<<<<

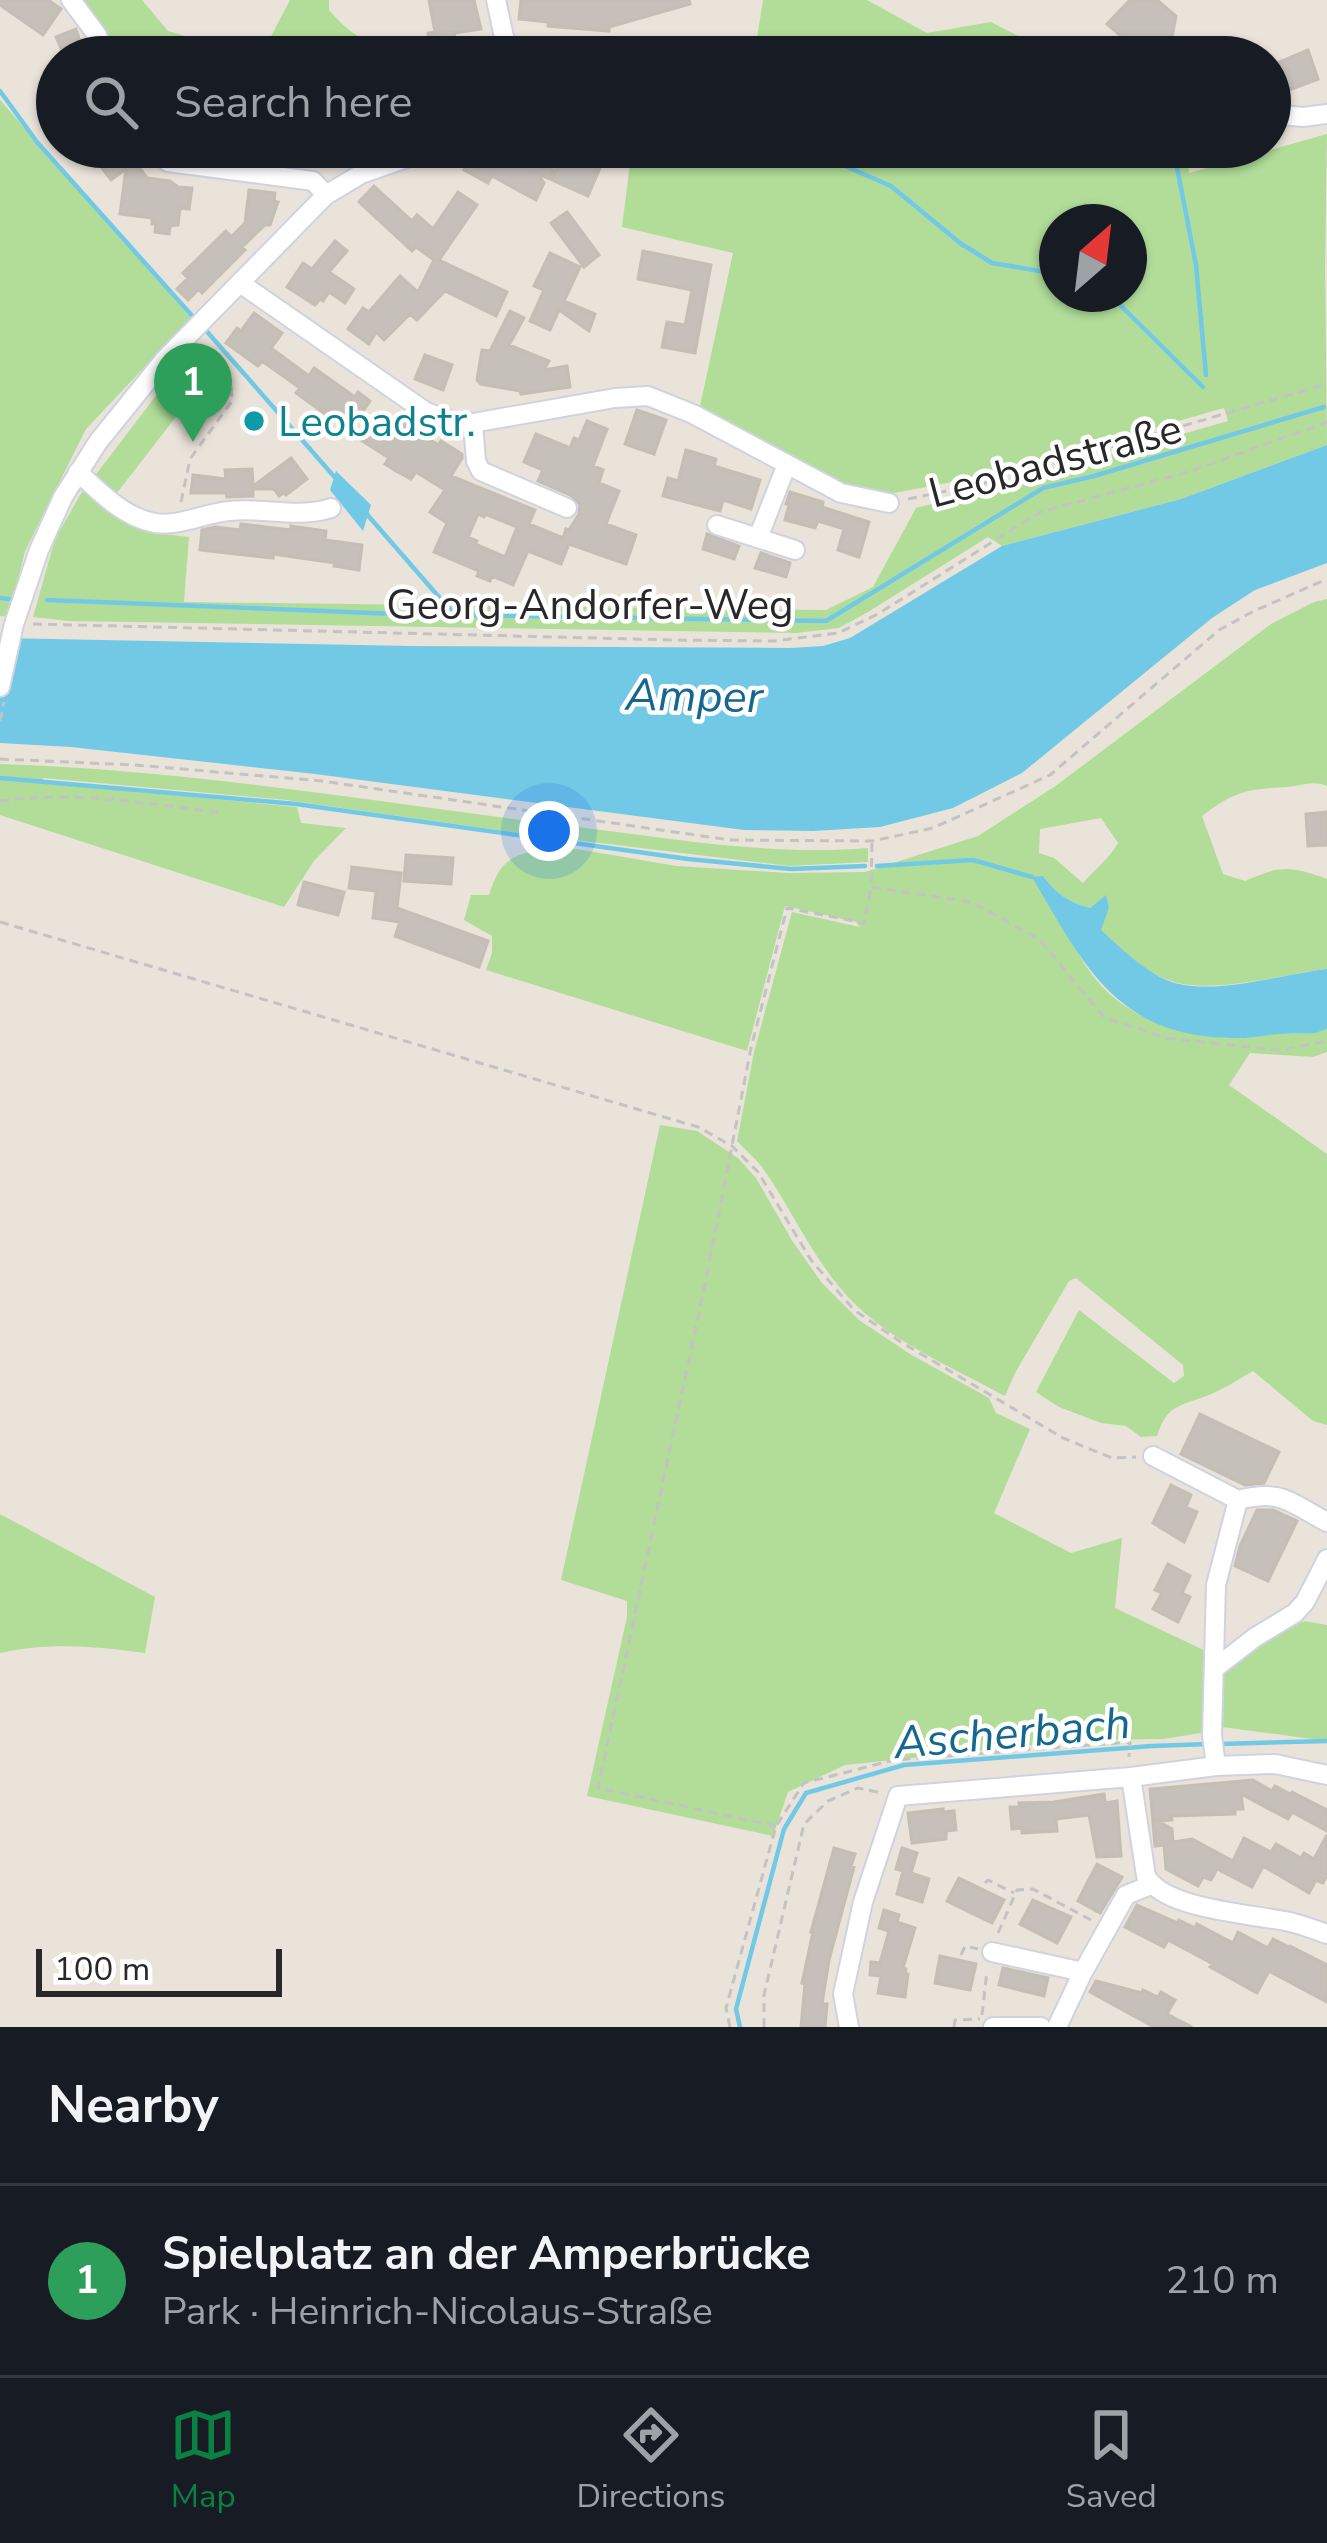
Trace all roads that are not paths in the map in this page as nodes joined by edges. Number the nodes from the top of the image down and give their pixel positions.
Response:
1 (71, 0) edge
2 (496, 0) edge
3 (97, 36) edge
4 (504, 36) edge
5 (1327, 114) edge
6 (1291, 116) edge
7 (214, 168) edge
8 (378, 168) edge
9 (326, 195) junction
10 (240, 283) junction
11 (472, 423) junction
12 (787, 464) junction
13 (78, 472) junction
14 (889, 502) road end
15 (331, 508) dead end
16 (567, 508) dead end
17 (717, 525) dead end
18 (758, 538) junction
19 (795, 550) dead end
20 (0, 687) edge
21 (1153, 1456) road end
22 (1238, 1500) junction
23 (1327, 1522) edge
24 (1327, 1559) edge
25 (1214, 1669) junction
26 (1213, 1751) junction
27 (1130, 1767) junction
28 (1327, 1775) edge
29 (1151, 1886) junction
30 (1327, 1934) edge
31 (992, 1952) road end
32 (1083, 1972) junction
33 (988, 2023) edge
34 (849, 2027) edge
35 (1041, 2027) edge
36 (1057, 2027) edge

1 - 3 street
2 - 4 street
5 - 6 street
7 - 9 street
8 - 9 street
9 - 10 street
10 - 11 street, Leobadstraße
10 - 13 street
11 - 12 street, Leobadstraße
11 - 16 street
12 - 14 street, Leobadstraße
12 - 18 street
13 - 15 street
13 - 20 street
17 - 18 street
18 - 19 street
21 - 22 street
22 - 23 street
22 - 25 street
24 - 25 street
25 - 26 street
26 - 27 street
26 - 28 street
27 - 29 street
27 - 34 street
29 - 30 street
29 - 32 street
31 - 32 street
32 - 36 street
33 - 35 street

>>>>

**PROBLEM REQUIREMENTS:** Drop the images, then copy the data exactly.

**OUTPUT FOR THIS EXERCISE:**
Trace all roads that are not paths in the map in this page as nodes joined by edges. Number the nodes from the top of the image down and give their pixel positions.
Response:
1 (71, 0) edge
2 (496, 0) edge
3 (97, 36) edge
4 (504, 36) edge
5 (1327, 114) edge
6 (1291, 116) edge
7 (214, 168) edge
8 (378, 168) edge
9 (326, 195) junction
10 (240, 283) junction
11 (472, 423) junction
12 (787, 464) junction
13 (78, 472) junction
14 (889, 502) road end
15 (331, 508) dead end
16 (567, 508) dead end
17 (717, 525) dead end
18 (758, 538) junction
19 (795, 550) dead end
20 (0, 687) edge
21 (1153, 1456) road end
22 (1238, 1500) junction
23 (1327, 1522) edge
24 (1327, 1559) edge
25 (1214, 1669) junction
26 (1213, 1751) junction
27 (1130, 1767) junction
28 (1327, 1775) edge
29 (1151, 1886) junction
30 (1327, 1934) edge
31 (992, 1952) road end
32 (1083, 1972) junction
33 (988, 2023) edge
34 (849, 2027) edge
35 (1041, 2027) edge
36 (1057, 2027) edge

1 - 3 street
2 - 4 street
5 - 6 street
7 - 9 street
8 - 9 street
9 - 10 street
10 - 11 street, Leobadstraße
10 - 13 street
11 - 12 street, Leobadstraße
11 - 16 street
12 - 14 street, Leobadstraße
12 - 18 street
13 - 15 street
13 - 20 street
17 - 18 street
18 - 19 street
21 - 22 street
22 - 23 street
22 - 25 street
24 - 25 street
25 - 26 street
26 - 27 street
26 - 28 street
27 - 29 street
27 - 34 street
29 - 30 street
29 - 32 street
31 - 32 street
32 - 36 street
33 - 35 street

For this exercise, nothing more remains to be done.